*Task to carry out*. All pictures are to be excluded when the data below is output verbatim.

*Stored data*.
- - - - - - -
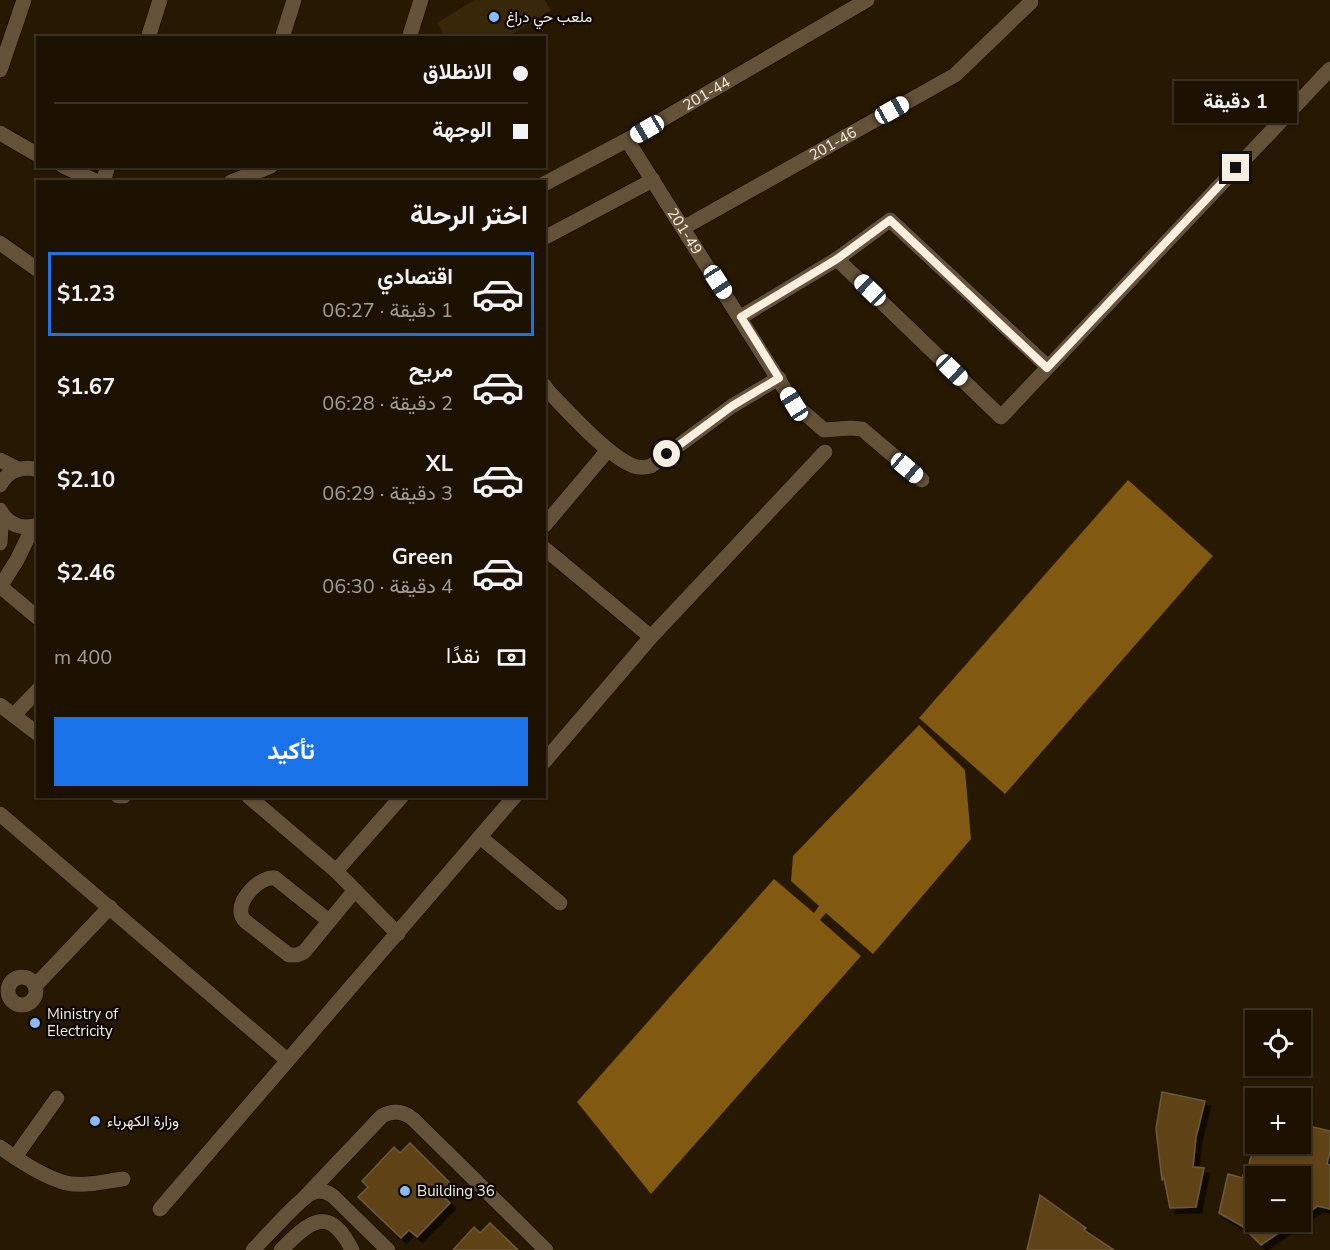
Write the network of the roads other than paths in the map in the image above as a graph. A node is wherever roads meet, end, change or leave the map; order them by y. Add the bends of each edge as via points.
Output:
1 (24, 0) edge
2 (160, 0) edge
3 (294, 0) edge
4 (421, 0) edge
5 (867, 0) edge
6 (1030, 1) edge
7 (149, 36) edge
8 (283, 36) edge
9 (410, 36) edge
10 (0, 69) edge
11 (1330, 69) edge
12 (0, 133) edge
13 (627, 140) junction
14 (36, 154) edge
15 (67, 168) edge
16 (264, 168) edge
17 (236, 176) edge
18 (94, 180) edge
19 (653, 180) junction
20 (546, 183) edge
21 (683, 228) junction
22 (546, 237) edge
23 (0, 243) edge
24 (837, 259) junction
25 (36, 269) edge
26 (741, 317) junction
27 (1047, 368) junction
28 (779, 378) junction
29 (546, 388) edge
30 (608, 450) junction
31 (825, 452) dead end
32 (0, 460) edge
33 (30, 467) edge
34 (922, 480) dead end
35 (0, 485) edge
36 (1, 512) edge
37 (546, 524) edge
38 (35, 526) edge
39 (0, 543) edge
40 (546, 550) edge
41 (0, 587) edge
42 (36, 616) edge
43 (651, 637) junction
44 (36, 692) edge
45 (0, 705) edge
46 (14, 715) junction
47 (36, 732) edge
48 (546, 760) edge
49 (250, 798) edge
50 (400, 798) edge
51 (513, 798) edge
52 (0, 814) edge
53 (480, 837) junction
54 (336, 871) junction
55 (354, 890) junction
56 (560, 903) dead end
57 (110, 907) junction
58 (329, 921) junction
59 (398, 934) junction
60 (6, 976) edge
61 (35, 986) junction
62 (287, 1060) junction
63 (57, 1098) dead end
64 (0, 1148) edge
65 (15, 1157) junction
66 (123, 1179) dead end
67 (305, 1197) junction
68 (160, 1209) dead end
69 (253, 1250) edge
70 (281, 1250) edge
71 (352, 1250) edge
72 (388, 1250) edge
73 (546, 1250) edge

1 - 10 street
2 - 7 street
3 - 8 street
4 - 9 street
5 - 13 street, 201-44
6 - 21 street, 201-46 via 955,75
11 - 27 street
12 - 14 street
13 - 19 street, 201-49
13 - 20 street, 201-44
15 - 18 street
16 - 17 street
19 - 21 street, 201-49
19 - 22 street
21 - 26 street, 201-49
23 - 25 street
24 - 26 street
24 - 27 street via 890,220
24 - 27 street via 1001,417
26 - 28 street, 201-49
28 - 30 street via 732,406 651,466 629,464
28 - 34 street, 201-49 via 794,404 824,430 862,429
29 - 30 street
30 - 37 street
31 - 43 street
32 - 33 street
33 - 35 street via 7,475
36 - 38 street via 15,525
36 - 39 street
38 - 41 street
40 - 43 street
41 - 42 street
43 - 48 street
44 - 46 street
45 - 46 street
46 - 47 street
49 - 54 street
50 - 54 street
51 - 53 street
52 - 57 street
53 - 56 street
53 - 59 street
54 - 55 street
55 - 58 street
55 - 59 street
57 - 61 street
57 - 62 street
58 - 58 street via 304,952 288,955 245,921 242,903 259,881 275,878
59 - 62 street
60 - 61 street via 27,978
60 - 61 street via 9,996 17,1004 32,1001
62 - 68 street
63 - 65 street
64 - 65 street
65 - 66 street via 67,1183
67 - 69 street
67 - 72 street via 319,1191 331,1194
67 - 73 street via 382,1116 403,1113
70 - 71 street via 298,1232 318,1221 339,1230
- - - - - - -
*Solution for this problem*.
Write the network of the roads other than paths in the map in the image above as a graph. A node is wherever roads meet, end, change or leave the map; order them by y. Add the bends of each edge as via points.
Output:
1 (24, 0) edge
2 (160, 0) edge
3 (294, 0) edge
4 (421, 0) edge
5 (867, 0) edge
6 (1030, 1) edge
7 (149, 36) edge
8 (283, 36) edge
9 (410, 36) edge
10 (0, 69) edge
11 (1330, 69) edge
12 (0, 133) edge
13 (627, 140) junction
14 (36, 154) edge
15 (67, 168) edge
16 (264, 168) edge
17 (236, 176) edge
18 (94, 180) edge
19 (653, 180) junction
20 (546, 183) edge
21 (683, 228) junction
22 (546, 237) edge
23 (0, 243) edge
24 (837, 259) junction
25 (36, 269) edge
26 (741, 317) junction
27 (1047, 368) junction
28 (779, 378) junction
29 (546, 388) edge
30 (608, 450) junction
31 (825, 452) dead end
32 (0, 460) edge
33 (30, 467) edge
34 (922, 480) dead end
35 (0, 485) edge
36 (1, 512) edge
37 (546, 524) edge
38 (35, 526) edge
39 (0, 543) edge
40 (546, 550) edge
41 (0, 587) edge
42 (36, 616) edge
43 (651, 637) junction
44 (36, 692) edge
45 (0, 705) edge
46 (14, 715) junction
47 (36, 732) edge
48 (546, 760) edge
49 (250, 798) edge
50 (400, 798) edge
51 (513, 798) edge
52 (0, 814) edge
53 (480, 837) junction
54 (336, 871) junction
55 (354, 890) junction
56 (560, 903) dead end
57 (110, 907) junction
58 (329, 921) junction
59 (398, 934) junction
60 (6, 976) edge
61 (35, 986) junction
62 (287, 1060) junction
63 (57, 1098) dead end
64 (0, 1148) edge
65 (15, 1157) junction
66 (123, 1179) dead end
67 (305, 1197) junction
68 (160, 1209) dead end
69 (253, 1250) edge
70 (281, 1250) edge
71 (352, 1250) edge
72 (388, 1250) edge
73 (546, 1250) edge

1 - 10 street
2 - 7 street
3 - 8 street
4 - 9 street
5 - 13 street, 201-44
6 - 21 street, 201-46 via 955,75
11 - 27 street
12 - 14 street
13 - 19 street, 201-49
13 - 20 street, 201-44
15 - 18 street
16 - 17 street
19 - 21 street, 201-49
19 - 22 street
21 - 26 street, 201-49
23 - 25 street
24 - 26 street
24 - 27 street via 890,220
24 - 27 street via 1001,417
26 - 28 street, 201-49
28 - 30 street via 732,406 651,466 629,464
28 - 34 street, 201-49 via 794,404 824,430 862,429
29 - 30 street
30 - 37 street
31 - 43 street
32 - 33 street
33 - 35 street via 7,475
36 - 38 street via 15,525
36 - 39 street
38 - 41 street
40 - 43 street
41 - 42 street
43 - 48 street
44 - 46 street
45 - 46 street
46 - 47 street
49 - 54 street
50 - 54 street
51 - 53 street
52 - 57 street
53 - 56 street
53 - 59 street
54 - 55 street
55 - 58 street
55 - 59 street
57 - 61 street
57 - 62 street
58 - 58 street via 304,952 288,955 245,921 242,903 259,881 275,878
59 - 62 street
60 - 61 street via 27,978
60 - 61 street via 9,996 17,1004 32,1001
62 - 68 street
63 - 65 street
64 - 65 street
65 - 66 street via 67,1183
67 - 69 street
67 - 72 street via 319,1191 331,1194
67 - 73 street via 382,1116 403,1113
70 - 71 street via 298,1232 318,1221 339,1230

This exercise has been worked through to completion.